- **What to work on**: Word for word, restate the entries below from their first line through the line that contains "index mcp: (271, 199)".

*** Opening Provided data ***

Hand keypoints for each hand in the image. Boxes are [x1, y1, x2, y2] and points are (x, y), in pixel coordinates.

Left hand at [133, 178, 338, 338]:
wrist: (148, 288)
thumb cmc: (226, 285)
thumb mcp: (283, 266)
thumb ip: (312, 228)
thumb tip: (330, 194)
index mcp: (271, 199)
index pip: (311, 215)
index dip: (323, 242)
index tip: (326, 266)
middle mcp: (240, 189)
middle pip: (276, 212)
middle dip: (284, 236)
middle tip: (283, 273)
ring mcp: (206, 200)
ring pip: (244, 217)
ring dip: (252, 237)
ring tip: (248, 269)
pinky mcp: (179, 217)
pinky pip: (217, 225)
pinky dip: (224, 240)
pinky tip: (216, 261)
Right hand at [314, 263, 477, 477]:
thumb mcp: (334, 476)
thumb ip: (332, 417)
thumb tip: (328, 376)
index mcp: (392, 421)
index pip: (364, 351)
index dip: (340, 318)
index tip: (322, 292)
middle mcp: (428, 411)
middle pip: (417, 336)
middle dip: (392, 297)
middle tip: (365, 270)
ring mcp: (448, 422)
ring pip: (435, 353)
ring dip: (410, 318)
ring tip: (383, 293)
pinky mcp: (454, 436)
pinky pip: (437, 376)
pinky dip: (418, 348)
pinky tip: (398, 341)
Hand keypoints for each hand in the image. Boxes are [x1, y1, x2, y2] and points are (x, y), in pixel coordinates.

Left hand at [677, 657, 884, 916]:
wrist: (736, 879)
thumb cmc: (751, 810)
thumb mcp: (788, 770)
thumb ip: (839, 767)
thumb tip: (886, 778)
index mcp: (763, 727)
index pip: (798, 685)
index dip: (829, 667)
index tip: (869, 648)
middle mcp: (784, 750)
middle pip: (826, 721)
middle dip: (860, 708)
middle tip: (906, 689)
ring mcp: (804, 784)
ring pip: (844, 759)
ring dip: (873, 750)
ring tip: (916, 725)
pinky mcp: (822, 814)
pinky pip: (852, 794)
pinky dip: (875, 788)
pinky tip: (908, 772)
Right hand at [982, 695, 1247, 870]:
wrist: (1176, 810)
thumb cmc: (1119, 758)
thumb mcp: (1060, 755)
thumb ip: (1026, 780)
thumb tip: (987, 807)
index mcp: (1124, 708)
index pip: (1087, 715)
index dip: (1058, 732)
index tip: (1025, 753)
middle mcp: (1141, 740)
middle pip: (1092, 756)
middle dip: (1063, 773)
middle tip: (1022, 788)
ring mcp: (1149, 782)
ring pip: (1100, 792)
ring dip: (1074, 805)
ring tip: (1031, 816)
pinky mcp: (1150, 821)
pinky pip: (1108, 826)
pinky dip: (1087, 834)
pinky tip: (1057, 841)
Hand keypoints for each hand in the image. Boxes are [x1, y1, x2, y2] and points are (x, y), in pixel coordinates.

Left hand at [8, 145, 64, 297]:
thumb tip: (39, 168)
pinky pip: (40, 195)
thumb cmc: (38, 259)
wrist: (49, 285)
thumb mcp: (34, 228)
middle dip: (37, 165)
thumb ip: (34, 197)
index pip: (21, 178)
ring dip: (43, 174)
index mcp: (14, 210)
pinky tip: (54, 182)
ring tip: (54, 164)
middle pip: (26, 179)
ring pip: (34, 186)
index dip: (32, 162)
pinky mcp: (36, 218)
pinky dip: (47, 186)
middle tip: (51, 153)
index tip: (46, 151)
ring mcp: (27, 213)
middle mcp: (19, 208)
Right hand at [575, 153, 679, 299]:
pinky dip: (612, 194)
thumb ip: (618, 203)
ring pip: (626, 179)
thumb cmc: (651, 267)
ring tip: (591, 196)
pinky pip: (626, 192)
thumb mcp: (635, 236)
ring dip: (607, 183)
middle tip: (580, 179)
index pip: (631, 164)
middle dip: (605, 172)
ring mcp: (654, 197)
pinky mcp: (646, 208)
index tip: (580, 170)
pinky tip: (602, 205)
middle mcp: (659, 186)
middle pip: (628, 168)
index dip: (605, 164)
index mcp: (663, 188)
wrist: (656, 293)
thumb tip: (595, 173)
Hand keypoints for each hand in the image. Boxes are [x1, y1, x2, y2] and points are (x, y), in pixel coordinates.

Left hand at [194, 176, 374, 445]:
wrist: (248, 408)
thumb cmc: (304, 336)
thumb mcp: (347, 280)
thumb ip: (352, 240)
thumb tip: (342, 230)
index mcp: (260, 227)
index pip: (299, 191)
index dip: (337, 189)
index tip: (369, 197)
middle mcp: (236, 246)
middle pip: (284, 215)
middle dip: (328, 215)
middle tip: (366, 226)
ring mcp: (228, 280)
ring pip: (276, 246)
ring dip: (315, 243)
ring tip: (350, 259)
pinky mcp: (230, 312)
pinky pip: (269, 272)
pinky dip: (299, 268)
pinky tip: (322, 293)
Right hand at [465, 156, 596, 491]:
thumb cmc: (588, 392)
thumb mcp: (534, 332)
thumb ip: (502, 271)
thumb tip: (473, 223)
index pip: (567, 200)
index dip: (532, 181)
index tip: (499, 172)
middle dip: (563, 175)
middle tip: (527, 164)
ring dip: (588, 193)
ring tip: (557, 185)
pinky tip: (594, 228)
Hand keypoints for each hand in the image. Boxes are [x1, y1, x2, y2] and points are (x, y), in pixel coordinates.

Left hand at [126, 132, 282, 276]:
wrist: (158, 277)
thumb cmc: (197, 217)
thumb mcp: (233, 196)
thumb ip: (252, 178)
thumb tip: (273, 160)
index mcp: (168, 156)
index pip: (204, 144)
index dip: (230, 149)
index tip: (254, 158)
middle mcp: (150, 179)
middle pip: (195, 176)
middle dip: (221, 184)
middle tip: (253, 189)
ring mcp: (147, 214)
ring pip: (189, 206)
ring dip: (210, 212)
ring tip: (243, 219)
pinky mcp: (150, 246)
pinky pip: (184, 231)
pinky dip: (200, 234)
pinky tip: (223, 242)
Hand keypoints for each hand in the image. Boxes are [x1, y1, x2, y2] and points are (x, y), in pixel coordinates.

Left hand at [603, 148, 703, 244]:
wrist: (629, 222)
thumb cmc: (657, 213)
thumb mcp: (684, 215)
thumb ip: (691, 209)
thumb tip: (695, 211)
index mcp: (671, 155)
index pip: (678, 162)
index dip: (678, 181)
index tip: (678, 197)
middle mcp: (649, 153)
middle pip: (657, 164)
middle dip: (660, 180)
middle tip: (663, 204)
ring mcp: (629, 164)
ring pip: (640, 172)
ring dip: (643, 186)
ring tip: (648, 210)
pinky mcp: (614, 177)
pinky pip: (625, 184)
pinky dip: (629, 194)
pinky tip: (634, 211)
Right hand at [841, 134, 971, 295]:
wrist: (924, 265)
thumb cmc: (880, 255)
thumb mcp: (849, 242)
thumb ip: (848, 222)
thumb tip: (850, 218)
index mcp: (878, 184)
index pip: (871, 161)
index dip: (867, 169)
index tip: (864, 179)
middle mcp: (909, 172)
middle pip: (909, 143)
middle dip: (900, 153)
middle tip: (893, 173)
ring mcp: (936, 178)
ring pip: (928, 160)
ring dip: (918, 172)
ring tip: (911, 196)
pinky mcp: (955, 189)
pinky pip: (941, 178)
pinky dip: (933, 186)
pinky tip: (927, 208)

*** Closing Provided data ***

- **Task response**:
Hand keypoints for each hand in the image. Boxes are [x1, y1, x2, y2] and points are (x, y), in pixel coordinates.

Left hand at [133, 178, 338, 338]:
wrist: (148, 288)
thumb cmc: (226, 285)
thumb mcp: (283, 266)
thumb ip: (312, 228)
thumb tip: (330, 194)
index mcp: (271, 199)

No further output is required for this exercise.